### [Description of the task]
No pictures belong in the copy. Retype exactly, and only, the stretch of lines below from the one with "pinky mcp: (269, 320)" through the one with "ring dip: (197, 209)".

### [Provided data]
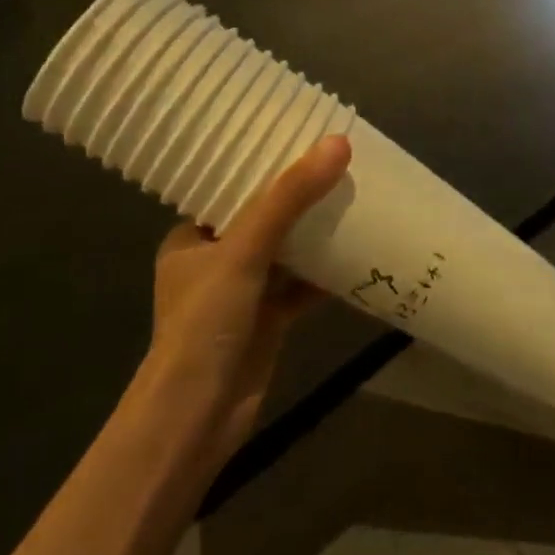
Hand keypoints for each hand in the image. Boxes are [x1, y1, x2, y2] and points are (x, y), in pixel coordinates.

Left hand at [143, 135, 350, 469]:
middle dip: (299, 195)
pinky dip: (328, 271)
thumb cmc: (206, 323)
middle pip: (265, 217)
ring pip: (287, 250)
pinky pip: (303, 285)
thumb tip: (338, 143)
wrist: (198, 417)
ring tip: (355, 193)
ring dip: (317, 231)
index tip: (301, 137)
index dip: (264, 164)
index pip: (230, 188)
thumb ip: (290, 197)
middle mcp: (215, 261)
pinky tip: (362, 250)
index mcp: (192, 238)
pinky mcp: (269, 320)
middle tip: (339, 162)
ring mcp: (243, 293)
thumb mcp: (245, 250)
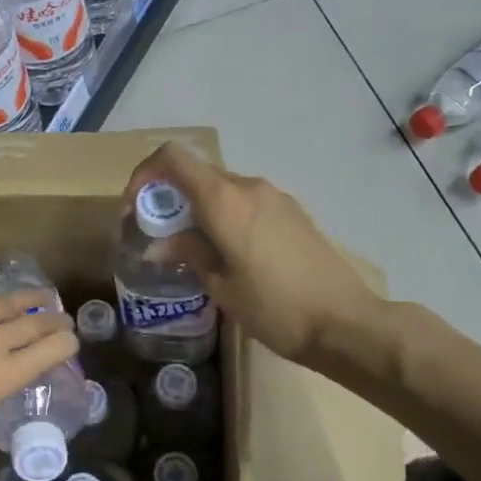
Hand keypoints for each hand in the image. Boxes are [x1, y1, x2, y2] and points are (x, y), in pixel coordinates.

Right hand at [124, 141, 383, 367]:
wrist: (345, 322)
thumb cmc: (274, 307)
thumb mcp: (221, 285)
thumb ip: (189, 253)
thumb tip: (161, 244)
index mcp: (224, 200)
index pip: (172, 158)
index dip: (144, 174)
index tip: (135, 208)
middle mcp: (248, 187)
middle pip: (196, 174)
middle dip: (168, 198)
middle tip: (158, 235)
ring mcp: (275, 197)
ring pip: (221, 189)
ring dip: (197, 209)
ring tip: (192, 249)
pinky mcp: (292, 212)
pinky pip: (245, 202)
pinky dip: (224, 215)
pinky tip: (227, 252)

### [Exercise result]
pinky mcp: (269, 320)
middle tip: (339, 162)
ring mcp: (243, 293)
thumb mcp: (245, 250)
Hand keypoints for each hand in the image. Boxes are [x1, y1, x2, y2] and points are (x, y), in pixel coordinates.

Right hand at [124, 141, 383, 367]:
wrist: (345, 322)
thumb cmc: (274, 307)
thumb mcp: (221, 285)
thumb ip: (189, 253)
thumb tip: (161, 244)
index mcp: (224, 200)
index pip: (172, 158)
index dip: (144, 174)
index tip: (135, 208)
middle mcp: (248, 187)
middle pip: (196, 174)
middle dip: (168, 198)
middle tip: (158, 235)
ring mcp: (275, 197)
ring pip: (221, 189)
ring dip: (197, 209)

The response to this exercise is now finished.